- **DATA EXTRACTS**

BEGIN

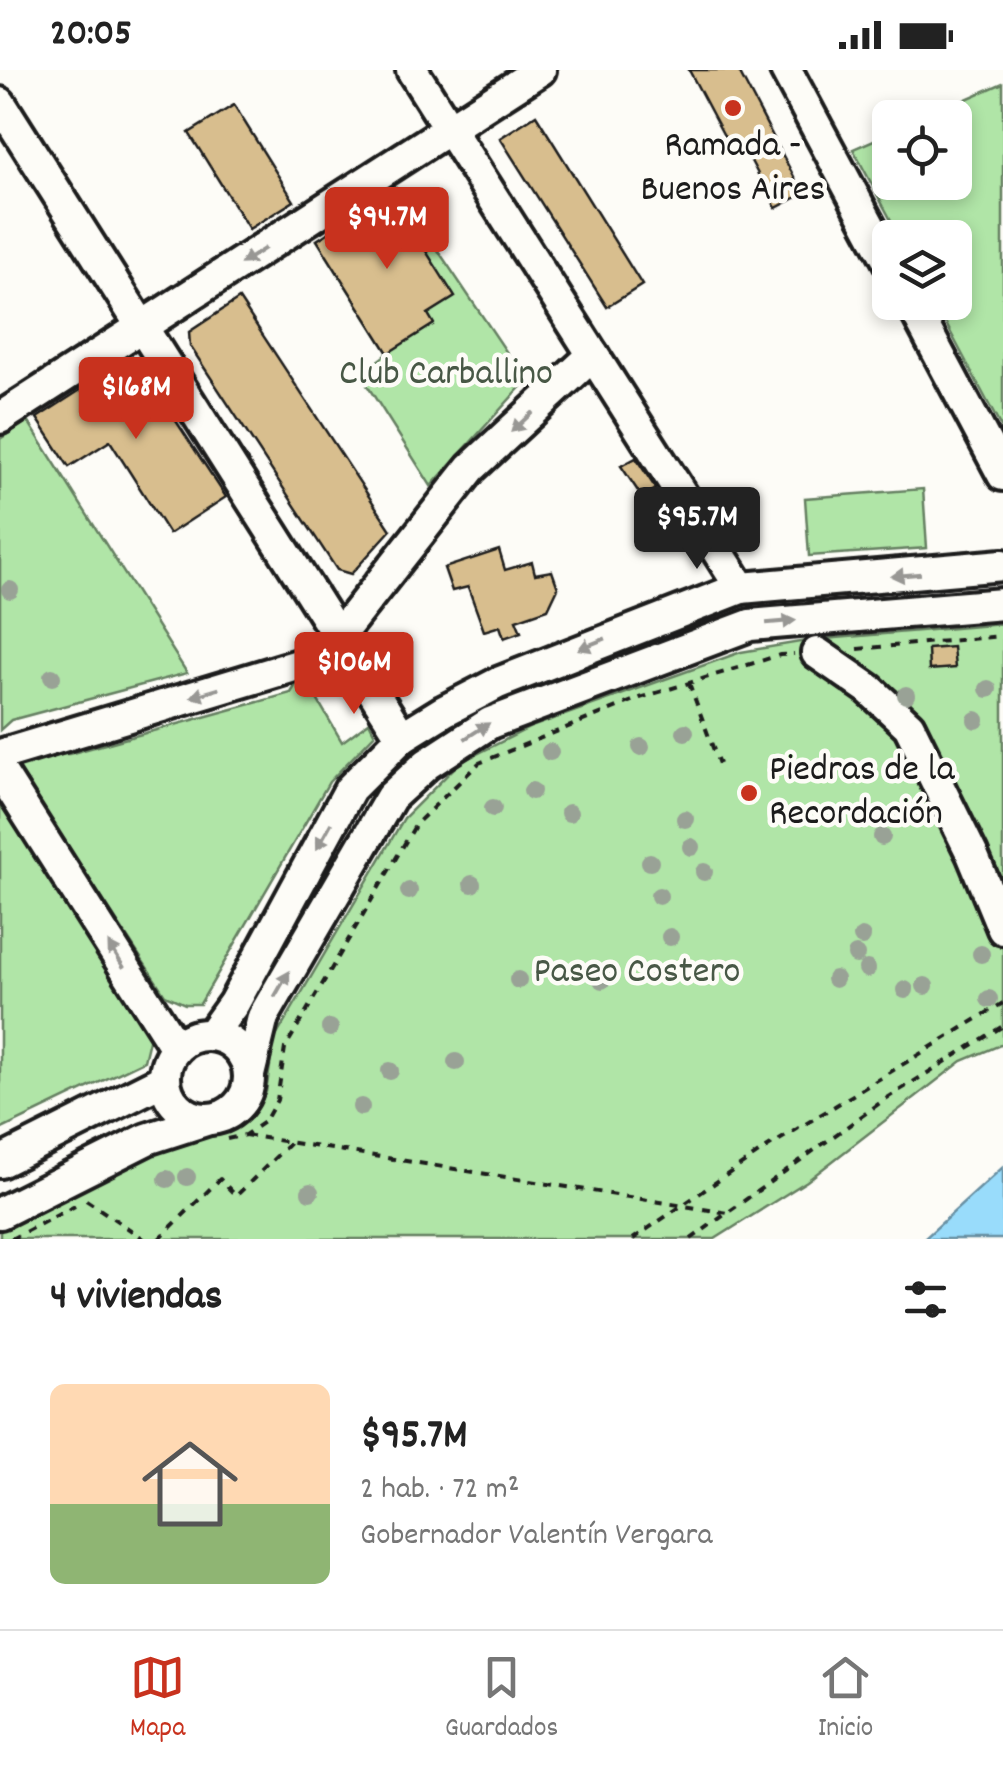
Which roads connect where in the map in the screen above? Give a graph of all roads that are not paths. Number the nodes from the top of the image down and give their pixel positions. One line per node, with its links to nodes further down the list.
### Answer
1 (412, 70): 5 (street)
2 (540, 70): 5 (street)
3 (786, 70): 6 (street)
4 (0, 102): 8 (street)
5 (450, 128): 8 (street, one-way to 8); 9 (street)
6 (872, 230)
7 (921, 320): 11 (street)
8 (142, 327): 10 (street); 15 (street)
9 (593, 355): 13 (street); 15 (street, one-way to 15)
10 (0, 418)
11 (1003, 475)
12 (1003, 565): 13 (street, one-way to 13)
13 (740, 588): 17 (street, one-way to 17)
14 (1003, 604): 23 (street, one-way to 14)
15 (338, 636): 17 (street); 18 (street, one-way to 18)
16 (817, 653): 20 (street)
17 (402, 737): 21 (street, one-way to 21)
18 (0, 754)
19 (0, 771): 22 (street, one-way to 19)
20 (1003, 929)
21 (211, 1034): 22 (street); 23 (street)
22 (176, 1048): 24 (street)
23 (249, 1075): 25 (street)
24 (165, 1079): 25 (street); 26 (street)
25 (211, 1129): 27 (street)
26 (0, 1162)
27 (0, 1213)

END

- **PROBLEM STATEMENT**
Reproduce each line above exactly, but not a single picture.

- **ANSWER TO THE EXERCISE**
Which roads connect where in the map in the screen above? Give a graph of all roads that are not paths. Number the nodes from the top of the image down and give their pixel positions. One line per node, with its links to nodes further down the list.
### Answer
1 (412, 70): 5 (street)
2 (540, 70): 5 (street)
3 (786, 70): 6 (street)
4 (0, 102): 8 (street)
5 (450, 128): 8 (street, one-way to 8); 9 (street)
6 (872, 230)
7 (921, 320): 11 (street)
8 (142, 327): 10 (street); 15 (street)
9 (593, 355): 13 (street); 15 (street, one-way to 15)
10 (0, 418)
11 (1003, 475)
12 (1003, 565): 13 (street, one-way to 13)
13 (740, 588): 17 (street, one-way to 17)
14 (1003, 604): 23 (street, one-way to 14)
15 (338, 636): 17 (street); 18 (street, one-way to 18)
16 (817, 653): 20 (street)
17 (402, 737): 21 (street, one-way to 21)
18 (0, 754)
19 (0, 771): 22 (street, one-way to 19)
20 (1003, 929)
21 (211, 1034): 22 (street); 23 (street)
22 (176, 1048): 24 (street)
23 (249, 1075): 25 (street)
24 (165, 1079): 25 (street); 26 (street)
25 (211, 1129): 27 (street)
26 (0, 1162)
27 (0, 1213)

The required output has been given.